◆ Task prompt: Please output every entry below exactly as written, leaving out any pictures.

◆ Available data:
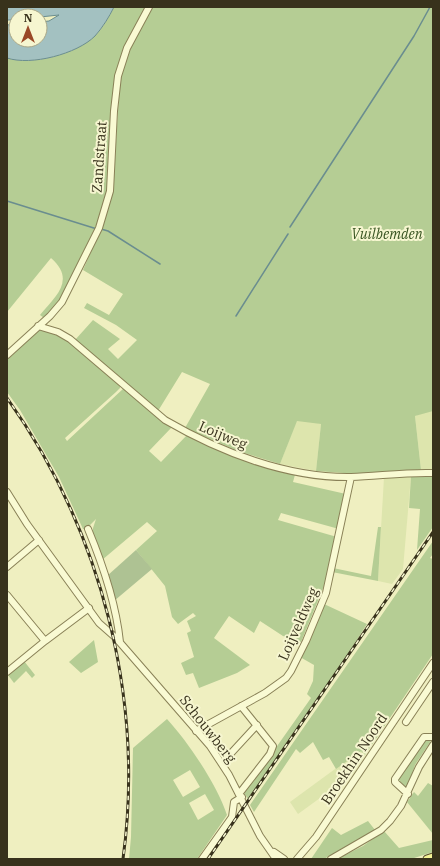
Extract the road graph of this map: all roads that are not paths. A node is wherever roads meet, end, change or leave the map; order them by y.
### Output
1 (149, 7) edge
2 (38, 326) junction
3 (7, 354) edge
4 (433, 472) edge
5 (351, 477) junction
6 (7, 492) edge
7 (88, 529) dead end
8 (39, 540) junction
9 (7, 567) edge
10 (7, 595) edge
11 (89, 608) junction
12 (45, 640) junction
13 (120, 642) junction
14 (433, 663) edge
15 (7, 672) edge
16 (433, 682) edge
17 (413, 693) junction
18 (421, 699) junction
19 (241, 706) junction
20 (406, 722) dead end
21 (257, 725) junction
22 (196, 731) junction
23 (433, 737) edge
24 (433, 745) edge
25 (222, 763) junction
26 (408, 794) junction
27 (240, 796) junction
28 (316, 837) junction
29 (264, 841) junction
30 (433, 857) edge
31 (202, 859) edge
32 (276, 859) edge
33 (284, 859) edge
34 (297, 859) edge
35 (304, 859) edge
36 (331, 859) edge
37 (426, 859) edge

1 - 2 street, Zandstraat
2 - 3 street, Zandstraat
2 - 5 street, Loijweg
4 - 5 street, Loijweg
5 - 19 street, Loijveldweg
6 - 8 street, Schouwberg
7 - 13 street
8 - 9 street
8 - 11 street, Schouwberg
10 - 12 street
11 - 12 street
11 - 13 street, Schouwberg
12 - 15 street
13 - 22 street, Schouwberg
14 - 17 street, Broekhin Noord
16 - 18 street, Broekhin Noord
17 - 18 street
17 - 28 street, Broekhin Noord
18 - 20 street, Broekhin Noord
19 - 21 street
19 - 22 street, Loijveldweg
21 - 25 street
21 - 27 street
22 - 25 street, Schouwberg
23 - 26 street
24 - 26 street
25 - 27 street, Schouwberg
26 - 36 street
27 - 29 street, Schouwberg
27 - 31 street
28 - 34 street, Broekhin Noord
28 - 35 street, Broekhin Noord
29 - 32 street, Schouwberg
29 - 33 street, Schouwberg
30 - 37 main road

◆ Response to the exercise:
Extract the road graph of this map: all roads that are not paths. A node is wherever roads meet, end, change or leave the map; order them by y.
### Output
1 (149, 7) edge
2 (38, 326) junction
3 (7, 354) edge
4 (433, 472) edge
5 (351, 477) junction
6 (7, 492) edge
7 (88, 529) dead end
8 (39, 540) junction
9 (7, 567) edge
10 (7, 595) edge
11 (89, 608) junction
12 (45, 640) junction
13 (120, 642) junction
14 (433, 663) edge
15 (7, 672) edge
16 (433, 682) edge
17 (413, 693) junction
18 (421, 699) junction
19 (241, 706) junction
20 (406, 722) dead end
21 (257, 725) junction
22 (196, 731) junction
23 (433, 737) edge
24 (433, 745) edge
25 (222, 763) junction
26 (408, 794) junction
27 (240, 796) junction
28 (316, 837) junction
29 (264, 841) junction
30 (433, 857) edge
31 (202, 859) edge
32 (276, 859) edge
33 (284, 859) edge
34 (297, 859) edge
35 (304, 859) edge
36 (331, 859) edge
37 (426, 859) edge

1 - 2 street, Zandstraat
2 - 3 street, Zandstraat
2 - 5 street, Loijweg
4 - 5 street, Loijweg
5 - 19 street, Loijveldweg
6 - 8 street, Schouwberg
7 - 13 street
8 - 9 street
8 - 11 street, Schouwberg
10 - 12 street
11 - 12 street
11 - 13 street, Schouwberg
12 - 15 street
13 - 22 street, Schouwberg
14 - 17 street, Broekhin Noord
16 - 18 street, Broekhin Noord
17 - 18 street
17 - 28 street, Broekhin Noord
18 - 20 street, Broekhin Noord
19 - 21 street
19 - 22 street, Loijveldweg
21 - 25 street
21 - 27 street
22 - 25 street, Schouwberg
23 - 26 street
24 - 26 street
25 - 27 street, Schouwberg
26 - 36 street
27 - 29 street, Schouwberg
27 - 31 street
28 - 34 street, Broekhin Noord
28 - 35 street, Broekhin Noord
29 - 32 street, Schouwberg
29 - 33 street, Schouwberg
30 - 37 main road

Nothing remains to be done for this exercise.